* [WORK REQUEST]
A verbatim restatement of the data, free of pictures, is what you should output.

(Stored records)

···

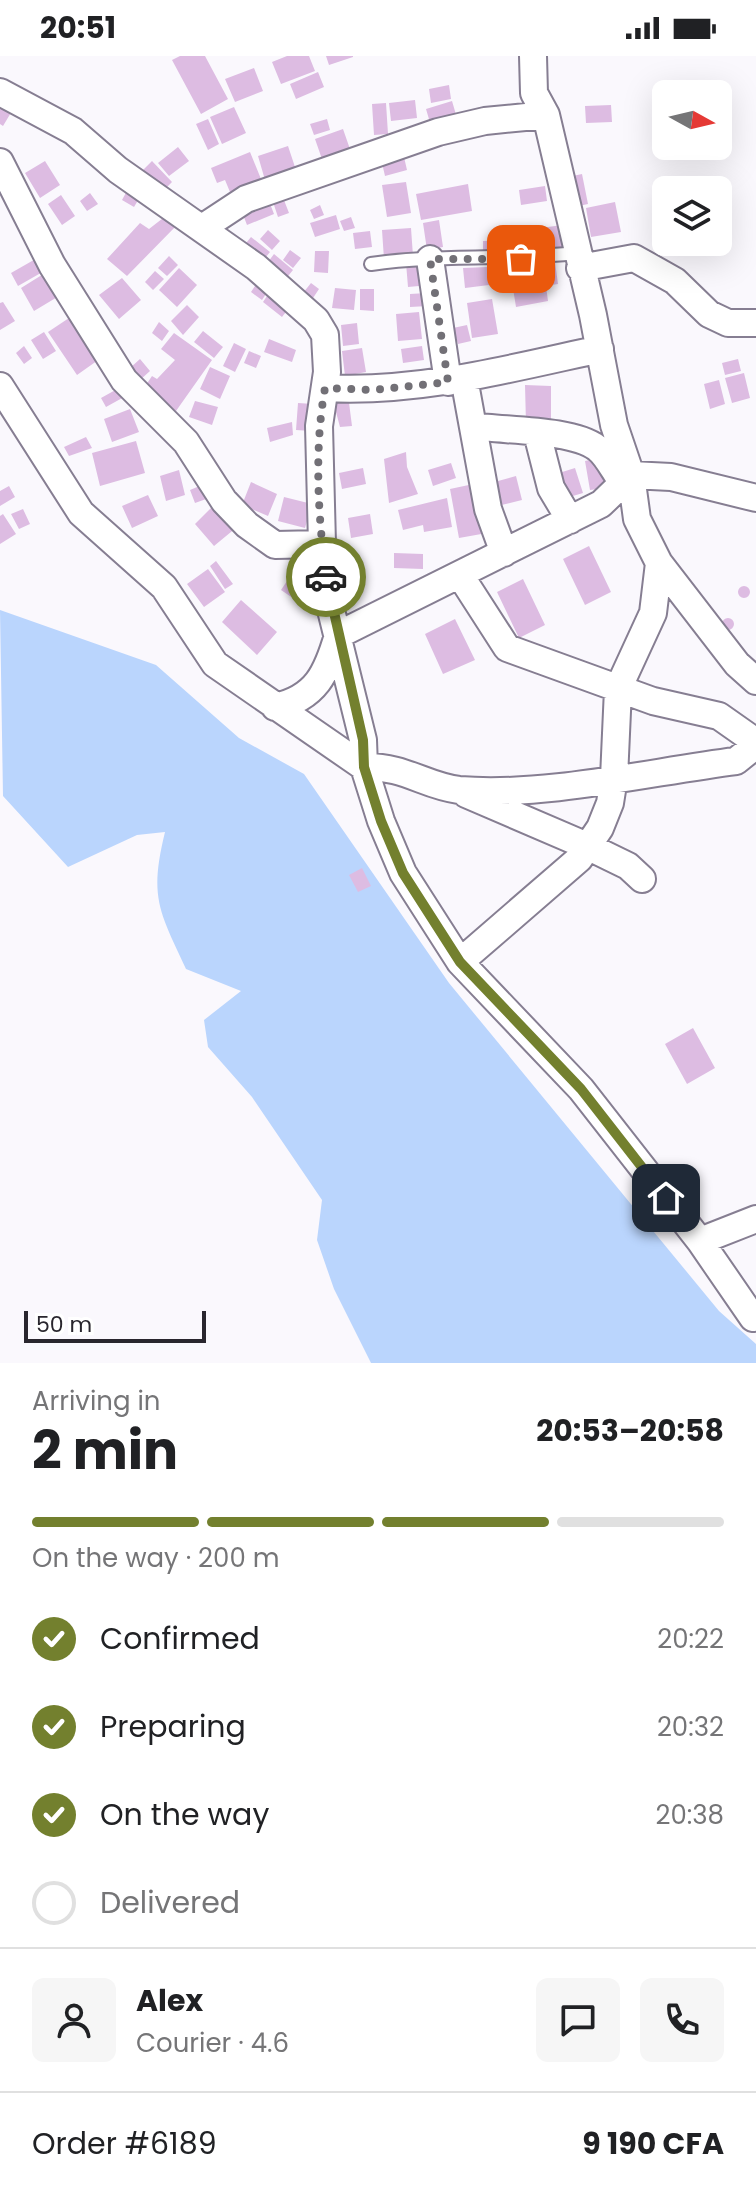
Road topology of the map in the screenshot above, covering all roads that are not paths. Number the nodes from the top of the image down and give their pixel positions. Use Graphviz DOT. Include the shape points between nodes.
graph roads {
  1 [pos="533,56"];
  2 [pos="0,92"];
  3 [pos="546,115"];
  4 [pos="0,162"];
  5 [pos="202,228"];
  6 [pos="430,259"];
  7 [pos="578,261"];
  8 [pos="371,264"];
  9 [pos="756,323"];
  10 [pos="600,349"];
  11 [pos="456,380"];
  12 [pos="0,386"];
  13 [pos="325,388"];
  14 [pos="473,426"];
  15 [pos="537,433"];
  16 [pos="627,479"];
  17 [pos="756,498"];
  18 [pos="570,520"];
  19 [pos="322,544"];
  20 [pos="504,553"];
  21 [pos="659,563"];
  22 [pos="460,575"];
  23 [pos="338,635"];
  24 [pos="756,681"];
  25 [pos="618,689"];
  26 [pos="275,707"];
  27 [pos="756,743"];
  28 [pos="364,767"];
  29 [pos="614,778"];
  30 [pos="456,789"];
  31 [pos="587,846"];
  32 [pos="642,879"];
  33 [pos="460,962"];
  34 [pos="756,1219"];
  35 [pos="700,1241"];
  36 [pos="753,1318"];
  1 -- 3 [label="street" via="534,93"];
  2 -- 5 [label="street" via="73,131 118,170"];
  3 -- 5 [label="street" via="438,132 246,199"];
  3 -- 7 [label="street"];
  4 -- 19 [label="street" via="52,265 124,380 186,442 224,501 275,545"];
  5 -- 13 [label="street" via="316,320 328,353"];
  6 -- 7 [label="lane"];
  6 -- 8 [label="lane"];
  6 -- 11 [label="street"];
  7 -- 9 [label="street" via="634,258 675,281 709,314 728,323"];
  7 -- 10 [label="street"];
  10 -- 11 [label="street"];
  10 -- 16 [label="street"];
  11 -- 13 [label="street" via="374,390"];
  11 -- 14 [label="street"];
  12 -- 26 [label="street" via="81,513 164,587 215,664"];
  13 -- 19 [label="street" via="319,426"];
  14 -- 15 [label="street"];
  14 -- 20 [label="street" via="488,509"];
  15 -- 16 [label="street" via="599,449"];
  15 -- 18 [label="street" via="551,488"];
  16 -- 17 [label="street" via="671,477"];
  16 -- 18 [label="street" via="601,504"];
  16 -- 21 [label="street" via="637,519"];
  18 -- 20 [label="street"];
  19 -- 23 [label="street"];
  20 -- 22 [label="street"];
  21 -- 24 [label="street"];
  21 -- 25 [label="street" via="653,613"];
  22 -- 23 [label="street"];
  22 -- 25 [label="street" via="507,648"];
  23 -- 26 [label="street" via="324,676 312,691"];
  23 -- 28 [label="street" via="363,740"];
  25 -- 27 [label="street" via="719,716"];
  25 -- 29 [label="street"];
  26 -- 28 [label="street"];
  27 -- 29 [label="street" via="736,761"];
  28 -- 30 [label="street" via="389,766"];
  28 -- 33 [label="street" via="403,873"];
  29 -- 30 [label="street" via="498,791"];
  29 -- 31 [label="street" via="610,803"];
  30 -- 31 [label="street"];
  31 -- 32 [label="street"];
  31 -- 33 [label="street" via="579,859"];
  33 -- 35 [label="street" via="581,1089"];
  34 -- 35 [label="street"];
  35 -- 36 [label="street"];
}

···

* [EXERCISE RESULT]
Road topology of the map in the screenshot above, covering all roads that are not paths. Number the nodes from the top of the image down and give their pixel positions. Use Graphviz DOT. Include the shape points between nodes.
graph roads {
  1 [pos="533,56"];
  2 [pos="0,92"];
  3 [pos="546,115"];
  4 [pos="0,162"];
  5 [pos="202,228"];
  6 [pos="430,259"];
  7 [pos="578,261"];
  8 [pos="371,264"];
  9 [pos="756,323"];
  10 [pos="600,349"];
  11 [pos="456,380"];
  12 [pos="0,386"];
  13 [pos="325,388"];
  14 [pos="473,426"];
  15 [pos="537,433"];
  16 [pos="627,479"];
  17 [pos="756,498"];
  18 [pos="570,520"];
  19 [pos="322,544"];
  20 [pos="504,553"];
  21 [pos="659,563"];
  22 [pos="460,575"];
  23 [pos="338,635"];
  24 [pos="756,681"];
  25 [pos="618,689"];
  26 [pos="275,707"];
  27 [pos="756,743"];
  28 [pos="364,767"];
  29 [pos="614,778"];
  30 [pos="456,789"];
  31 [pos="587,846"];
  32 [pos="642,879"];
  33 [pos="460,962"];
  34 [pos="756,1219"];
  35 [pos="700,1241"];
  36 [pos="753,1318"];
  1 -- 3 [label="street" via="534,93"];
  2 -- 5 [label="street" via="73,131 118,170"];
  3 -- 5 [label="street" via="438,132 246,199"];
  3 -- 7 [label="street"];
  4 -- 19 [label="street" via="52,265 124,380 186,442 224,501 275,545"];
  5 -- 13 [label="street" via="316,320 328,353"];
  6 -- 7 [label="lane"];
  6 -- 8 [label="lane"];
  6 -- 11 [label="street"];
  7 -- 9 [label="street" via="634,258 675,281 709,314 728,323"];
  7 -- 10 [label="street"];
  10 -- 11 [label="street"];
  10 -- 16 [label="street"];
  11 -- 13 [label="street" via="374,390"];
  11 -- 14 [label="street"];
  12 -- 26 [label="street" via="81,513 164,587 215,664"];
  13 -- 19 [label="street" via="319,426"];
  14 -- 15 [label="street"];
  14 -- 20 [label="street" via="488,509"];
  15 -- 16 [label="street" via="599,449"];
  15 -- 18 [label="street" via="551,488"];
  16 -- 17 [label="street" via="671,477"];
  16 -- 18 [label="street" via="601,504"];
  16 -- 21 [label="street" via="637,519"];
  18 -- 20 [label="street"];
  19 -- 23 [label="street"];
  20 -- 22 [label="street"];
  21 -- 24 [label="street"];
  21 -- 25 [label="street" via="653,613"];
  22 -- 23 [label="street"];
  22 -- 25 [label="street" via="507,648"];
  23 -- 26 [label="street" via="324,676 312,691"];
  23 -- 28 [label="street" via="363,740"];
  25 -- 27 [label="street" via="719,716"];
  25 -- 29 [label="street"];
  26 -- 28 [label="street"];
  27 -- 29 [label="street" via="736,761"];
  28 -- 30 [label="street" via="389,766"];
  28 -- 33 [label="street" via="403,873"];
  29 -- 30 [label="street" via="498,791"];
  29 -- 31 [label="street" via="610,803"];
  30 -- 31 [label="street"];
  31 -- 32 [label="street"];
  31 -- 33 [label="street" via="579,859"];
  33 -- 35 [label="street" via="581,1089"];
  34 -- 35 [label="street"];
  35 -- 36 [label="street"];
}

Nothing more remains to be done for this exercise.